La Commission européenne a condamné ou accepté des fusions qui avaient lieu aux États-Unis, mais qui comportaient des effets sur la concurrence loyale et non faussée en Europe.

Alors pourquoi le problème se pose-t-il avec les Américains ?

Ce n’est pas tout à fait la même chose. Quand on dresse la liste des lois américaines qui ont des connotations ou des finalités extraterritoriales, leur nombre et la variété des sujets concernés sont étonnants.

Citons le fameux Foreign Corruption protection Act de 1977 ; l’International Emergency Economic Powers Act de 1977 sur le non-respect des embargos ; la loi interdisant de « commercer avec l’ennemi » de 1917 ; la loi RICO de 1970, qui est d’abord une loi anti-mafia mais qui comporte des effets extraterritoriaux ; la loi Helms-Burton contre Cuba de 1996 ; etc.

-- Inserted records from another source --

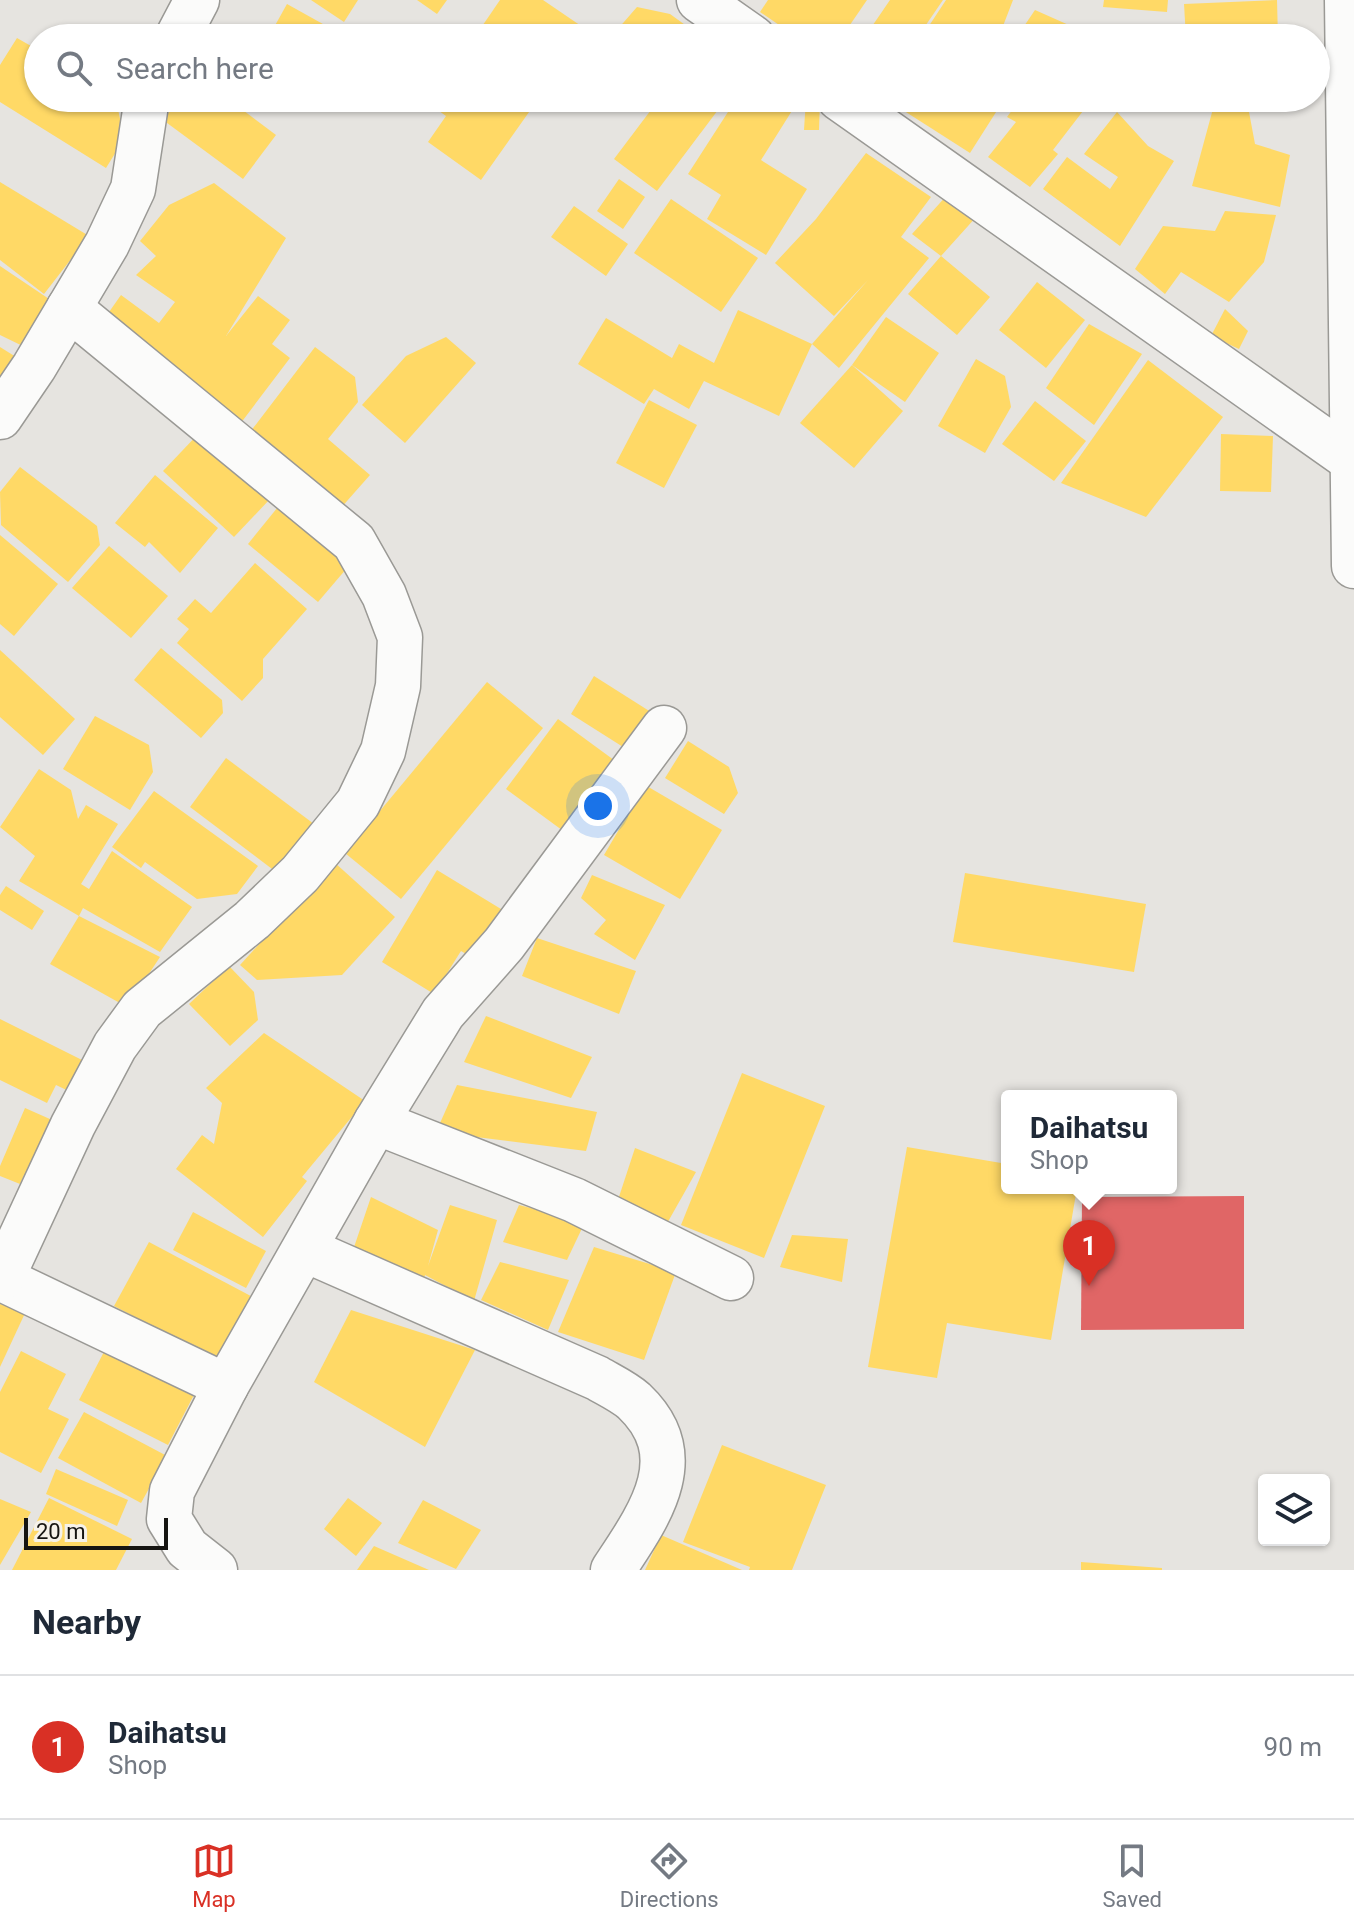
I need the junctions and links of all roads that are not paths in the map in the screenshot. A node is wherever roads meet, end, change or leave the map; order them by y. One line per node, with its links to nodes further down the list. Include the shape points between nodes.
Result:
1 (197, 0): 4 (main road)
2 (699, 0): 5 (main road)
3 (1347, 0): 10 (main road)
4 (184, 24)
5 (733, 24)
6 (145, 112): 8 (main road, via 133,189)
7 (859, 112): 10 (main road)
8 (69, 308): 9 (main road); 15 (main road, via 354,542 400,637 398,686 383,751 358,803 300,874 142,1009 115,1046)
9 (0, 417)
10 (1352, 460): 11 (main road)
11 (1354, 566)
12 (664, 728): 13 (main road, via 504,944 443,1013)
13 (376, 1122): 14 (main road); 16 (main road, via 574,1200)
14 (306, 1250): 17 (main road); 19 (main road, via 597,1378 633,1401 657,1432 665,1471 647,1519)
15 (1, 1278): 17 (main road)
16 (731, 1278)
17 (226, 1386): 18 (main road, via 172,1491 169,1519 187,1548)
18 (215, 1570)
19 (613, 1570)

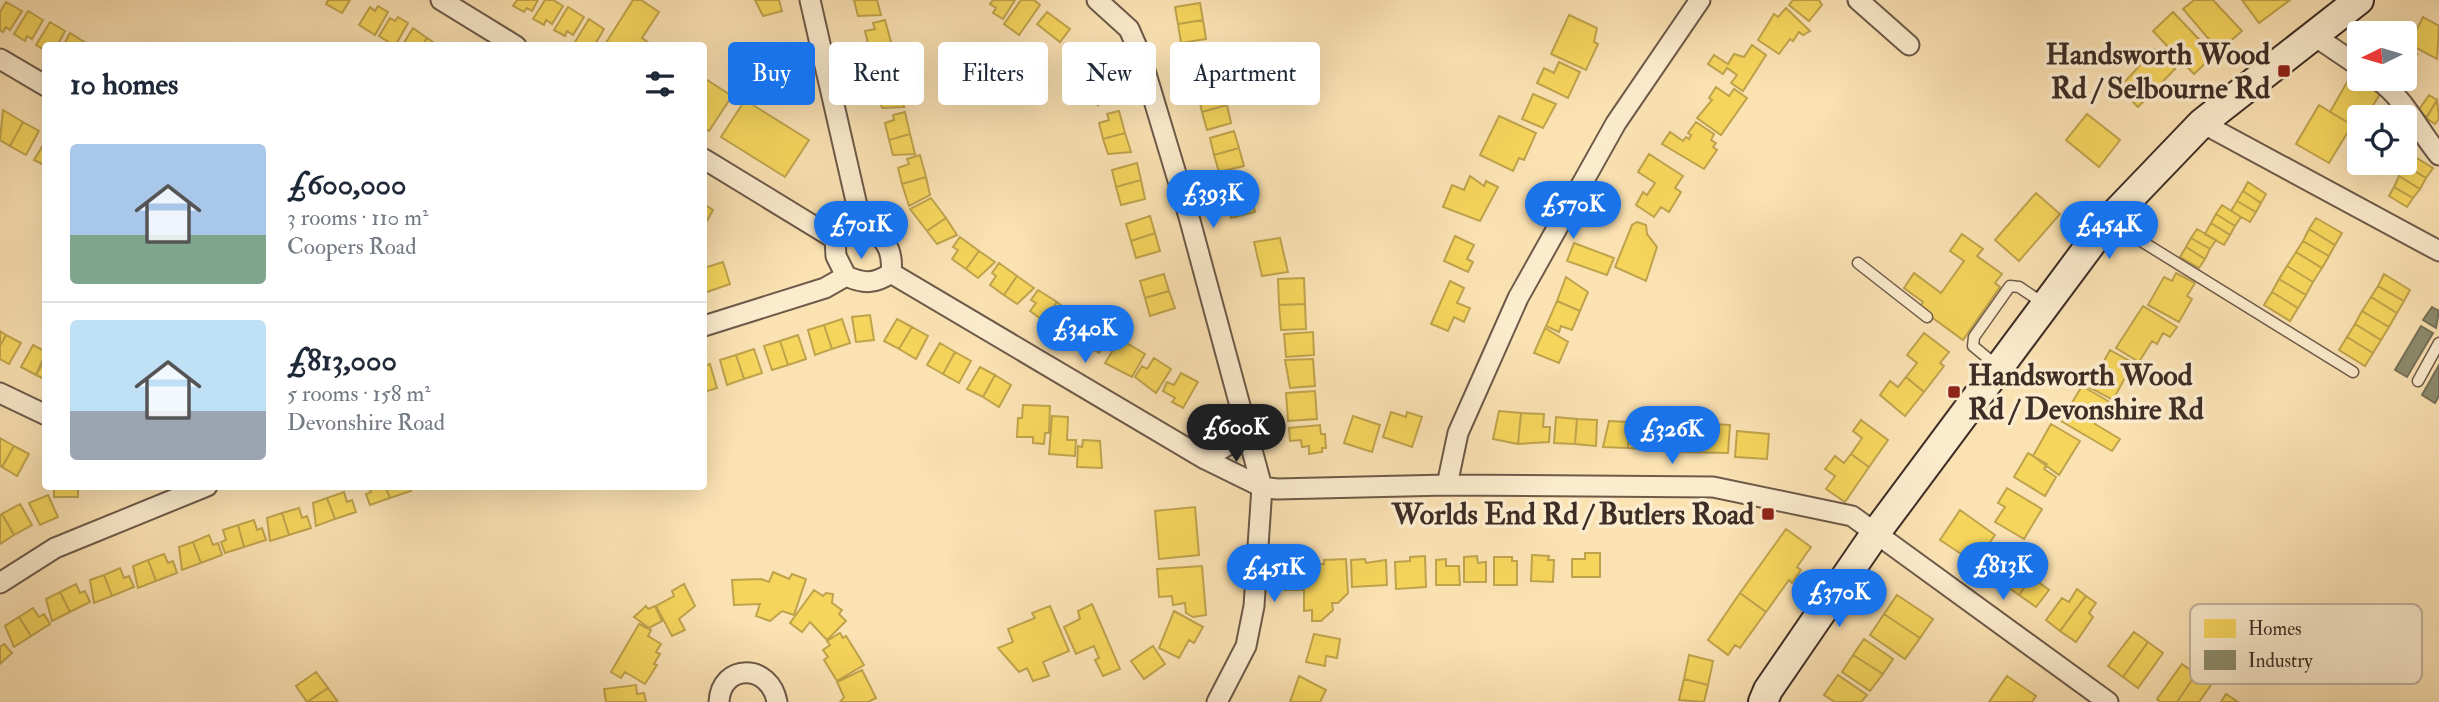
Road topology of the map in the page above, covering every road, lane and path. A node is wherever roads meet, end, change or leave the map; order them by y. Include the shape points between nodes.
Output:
1 (441, 0) edge
2 (810, 0) edge
3 (1700, 0) edge
4 (1858, 0) edge
5 (2359, 0) edge
6 (1104, 2) edge
7 (2314, 35) junction
8 (509, 42) edge
9 (1909, 45) dead end
10 (2347, 58) edge
11 (0, 60) edge
12 (42, 84) edge
13 (2394, 91) edge
14 (2202, 122) junction
15 (2439, 155) edge
16 (707, 161) edge
17 (2108, 221) junction
18 (861, 223) junction
19 (835, 239) junction
20 (2439, 251) edge
21 (1858, 263) dead end
22 (891, 273) junction
23 (846, 276) junction
24 (2046, 304) junction
25 (1927, 317) dead end
26 (707, 325) edge
27 (2439, 343) edge
28 (1999, 367) junction
29 (2353, 372) dead end
30 (2418, 381) dead end
31 (0, 393) edge
32 (42, 413) edge
33 (1246, 434) junction
34 (1205, 459) junction
35 (1447, 485) junction
36 (1262, 487) junction
37 (192, 490) edge
38 (1875, 534) junction
39 (0, 583) edge
40 (719, 702) edge
41 (777, 702) edge
42 (1217, 702) edge
43 (1763, 702) edge
44 (2108, 702) edge

1 - 8 street
2 - 18 street
3 - 35 street via 1616,123 1518,298 1458,433
4 - 9 street
5 - 7 main road
6 - 33 street via 1129,29 1140,54
7 - 10 street
7 - 14 main road
11 - 12 street
13 - 15 street
14 - 17 main road
14 - 20 street
16 - 19 street
17 - 24 main road
17 - 29 lane
18 - 19 street via 845,226
18 - 22 street via 888,244
19 - 23 street via 836,256
21 - 25 lane
22 - 23 street via 877,282 862,283
22 - 34 street
23 - 26 street via 825,288
24 - 28 main road
24 - 28 lane via 2010,286 1969,346
27 - 30 lane
28 - 38 main road
31 - 32 street
33 - 34 street
33 - 36 street
34 - 36 street
35 - 36 street
35 - 38 street via 1713,487 1852,516
36 - 42 street via 1254,606 1246,646
37 - 39 street via 55,548
38 - 43 main road
38 - 44 street
40 - 41 street via 723,684 736,674 751,672 765,677 775,689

Le droit extraterritorial américain est une idéologie nationale. Bien sûr, les Américains prétendent qu’ils luttent contre le Mal. Mais il s’agit de lois d’instrumentalisation qui marquent la volonté de l’Amérique impériale. Raymond Aron a dit des États-Unis que c’était une « puissance impériale ». Elle est même devenue impérialiste parce qu’elle veut tout contrôler.

Le système d’extraterritorialité juridique repose sur un seul élément : le critère de rattachement d’un acteur étranger avec les États-Unis, qui sert de base aux poursuites.

Aujourd’hui, avoir utilisé le dollar ou une adresse « gmail », c’est-à-dire les serveurs américains, donne à la justice américaine ce lien de rattachement qu’elle réclame pour être compétente.

Ce n’est pas acceptable.

Alors comment lutter ? Indépendamment de la volonté politique, il faut savoir déceler un certain nombre d’ambiguïtés.

La première ambiguïté, ce sont les attitudes de nos propres sociétés. Dans l’affaire BNP, le gouvernement français a été mis au courant par la BNP sept à huit ans après les faits, les dirigeants de cette banque prétendant se débrouiller seuls.

Le rôle ambigu des avocats doit être aussi souligné : le directeur des affaires juridiques d’Alstom avait proposé des solutions, mais que les avocats américains ont protesté vigoureusement : il fallait plaider coupable !

En effet, les avocats américains se gratifient d’un monceau d’honoraires qui n’a rien à avoir avec ce que les avocats parisiens vont percevoir. On comprend qu’ils essaient d’attirer les affaires là où le cash va tomber, aux États-Unis.

Il faut compter aussi avec le Département de la justice américaine, dont les membres travaillent en connivence avec les services américains.

Et puis, n’oublions pas les moniteurs, qui sont placés dans un certain nombre de sociétés françaises, pour vérifier la « compliance » – c’est-à-dire la conformité des normes et des comportements anti-corruption dans la société.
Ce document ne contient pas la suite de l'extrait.